23 de junho de 2009 3

No diagrama tático da África do Sul que enfrentou a Espanha, o 4-5-1 inspirado no 4-1-4-1 inglês fica bem configurado

Joel Santana mudou a África do Sul que enfrentou a Espanha, no encerramento da 1ª fase da Copa das Confederações, em comparação com os dois primeiros jogos – contra Iraque e Nova Zelândia. O treinador da seleção africana passou do 4-4-2 com meio-campo em losango (o famoso 4-4-2 diamante) para o 4-5-1 com duas linhas de quatro e um volante entre elas (o não menos famoso 4-1-4-1 britânico).

Conclui-se que, contra o Brasil, Joel Santana repita o sistema tático utilizado contra a Espanha. Afinal, é evidente que ele fez uma alteração mais cautelosa devido à qualidade da Fúria. Logo, é lógico acreditar que o 4-5-1 seja mantido na semifinal de quinta-feira. Não descarto um retorno ao 4-4-2 contra o Brasil, mas esta atitude me surpreenderia.

Neste 4-5-1, Joel Santana retirou o atacante Fanteni e fixou Pienaar, meia do Everton, no meio-campo. Na prática, há pouca alteração estrutural. Mantêm-se a linha defensiva de quatro jogadores, os volantes Khlongo, Dikgacoi e Sibaya seguem formando um pequeno triângulo centralizado – Khlongo no vértice central recuado, e os outros dois alinhados mais à frente. Modise, que foi o articulador da estreia, cai para a esquerda. E Pienaar entra como o winger pela direita. Parker, que atuava no ataque, da esquerda para o meio, centraliza mais para o pivô.

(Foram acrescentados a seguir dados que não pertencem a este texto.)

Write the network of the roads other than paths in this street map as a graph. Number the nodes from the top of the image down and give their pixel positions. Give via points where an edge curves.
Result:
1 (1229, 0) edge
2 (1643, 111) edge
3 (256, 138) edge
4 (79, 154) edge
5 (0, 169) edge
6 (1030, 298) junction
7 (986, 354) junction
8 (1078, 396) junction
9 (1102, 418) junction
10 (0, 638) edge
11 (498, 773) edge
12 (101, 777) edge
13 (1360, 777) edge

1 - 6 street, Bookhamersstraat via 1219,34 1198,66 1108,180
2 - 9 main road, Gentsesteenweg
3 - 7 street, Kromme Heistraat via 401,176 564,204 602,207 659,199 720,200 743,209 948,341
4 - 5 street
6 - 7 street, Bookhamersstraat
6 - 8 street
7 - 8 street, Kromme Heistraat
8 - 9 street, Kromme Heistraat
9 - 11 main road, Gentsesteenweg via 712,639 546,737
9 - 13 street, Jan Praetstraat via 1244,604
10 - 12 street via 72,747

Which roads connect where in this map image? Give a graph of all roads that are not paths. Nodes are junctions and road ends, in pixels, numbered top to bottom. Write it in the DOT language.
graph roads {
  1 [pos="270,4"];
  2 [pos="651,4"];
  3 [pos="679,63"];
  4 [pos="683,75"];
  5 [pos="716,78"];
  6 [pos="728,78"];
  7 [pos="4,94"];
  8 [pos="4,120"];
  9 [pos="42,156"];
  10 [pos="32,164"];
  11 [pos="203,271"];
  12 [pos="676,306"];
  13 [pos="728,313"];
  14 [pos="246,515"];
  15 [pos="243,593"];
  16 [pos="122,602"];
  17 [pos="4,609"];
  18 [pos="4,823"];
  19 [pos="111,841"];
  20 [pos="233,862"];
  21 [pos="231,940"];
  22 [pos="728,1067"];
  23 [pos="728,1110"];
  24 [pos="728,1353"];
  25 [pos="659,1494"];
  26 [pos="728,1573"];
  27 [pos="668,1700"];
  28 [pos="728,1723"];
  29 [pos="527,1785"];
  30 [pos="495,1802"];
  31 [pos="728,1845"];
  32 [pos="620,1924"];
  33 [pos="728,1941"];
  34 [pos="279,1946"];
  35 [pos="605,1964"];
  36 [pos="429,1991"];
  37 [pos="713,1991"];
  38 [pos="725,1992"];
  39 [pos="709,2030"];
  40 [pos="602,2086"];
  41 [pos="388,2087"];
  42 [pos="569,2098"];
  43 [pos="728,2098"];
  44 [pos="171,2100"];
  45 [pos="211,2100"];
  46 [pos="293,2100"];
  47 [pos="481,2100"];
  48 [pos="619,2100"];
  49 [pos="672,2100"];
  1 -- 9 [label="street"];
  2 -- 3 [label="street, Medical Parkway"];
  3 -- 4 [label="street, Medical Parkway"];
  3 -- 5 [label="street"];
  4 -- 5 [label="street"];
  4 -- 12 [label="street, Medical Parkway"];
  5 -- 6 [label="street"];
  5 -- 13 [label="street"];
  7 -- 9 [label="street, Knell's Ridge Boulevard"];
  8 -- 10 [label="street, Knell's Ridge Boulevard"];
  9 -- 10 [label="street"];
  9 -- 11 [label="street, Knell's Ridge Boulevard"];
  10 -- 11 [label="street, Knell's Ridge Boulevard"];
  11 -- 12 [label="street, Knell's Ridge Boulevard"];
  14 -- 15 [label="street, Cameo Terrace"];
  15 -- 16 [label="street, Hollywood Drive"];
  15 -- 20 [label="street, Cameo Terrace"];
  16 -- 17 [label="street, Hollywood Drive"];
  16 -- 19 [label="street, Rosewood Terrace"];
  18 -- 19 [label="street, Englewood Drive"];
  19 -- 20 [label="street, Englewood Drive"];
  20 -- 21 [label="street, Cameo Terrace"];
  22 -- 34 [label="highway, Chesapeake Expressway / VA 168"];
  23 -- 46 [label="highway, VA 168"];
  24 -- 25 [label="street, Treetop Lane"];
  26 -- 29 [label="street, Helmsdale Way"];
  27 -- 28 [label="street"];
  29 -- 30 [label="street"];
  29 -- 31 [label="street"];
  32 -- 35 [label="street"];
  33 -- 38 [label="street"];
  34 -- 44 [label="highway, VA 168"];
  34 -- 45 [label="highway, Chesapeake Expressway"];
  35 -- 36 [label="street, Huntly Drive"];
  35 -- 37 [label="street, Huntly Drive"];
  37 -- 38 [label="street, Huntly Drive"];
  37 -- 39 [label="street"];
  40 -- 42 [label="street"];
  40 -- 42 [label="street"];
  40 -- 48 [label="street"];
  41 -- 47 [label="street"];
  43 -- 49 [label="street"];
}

Configurado o 4-5-1 inspirado no 4-1-4-1 britânico, a África do Sul tem como estratégia principal a saída pelos lados. Os laterais Gaxa e Masilela apoiam, aproximando-se dos meias extremos Pienaar e Modise. Os dois apoiadores centrais, do contrário, saem menos, e guardam bastante a posição – esta é a diferença principal em comparação com o legítimo 4-1-4-1 britânico, que libera os meio-campistas centrais com a bola.

Essa escolha permite projetar um quase espelhamento com o Brasil. Dikgacoi deve pegar Ramires, Sibaya cola em Robinho, e Mokoena em Kaká. Os extremos devem acompanhar os laterais Maicon e André Santos, o que libera os próprios laterais africanos para sobrar, agrupando a linha defensiva em bloqueio dentro da área. O que indica a necessidade de algum jogador brasileiro ultrapassar a linha da bola vindo do campo defensivo, como costuma fazer Felipe Melo, ou até mesmo o zagueiro Lúcio.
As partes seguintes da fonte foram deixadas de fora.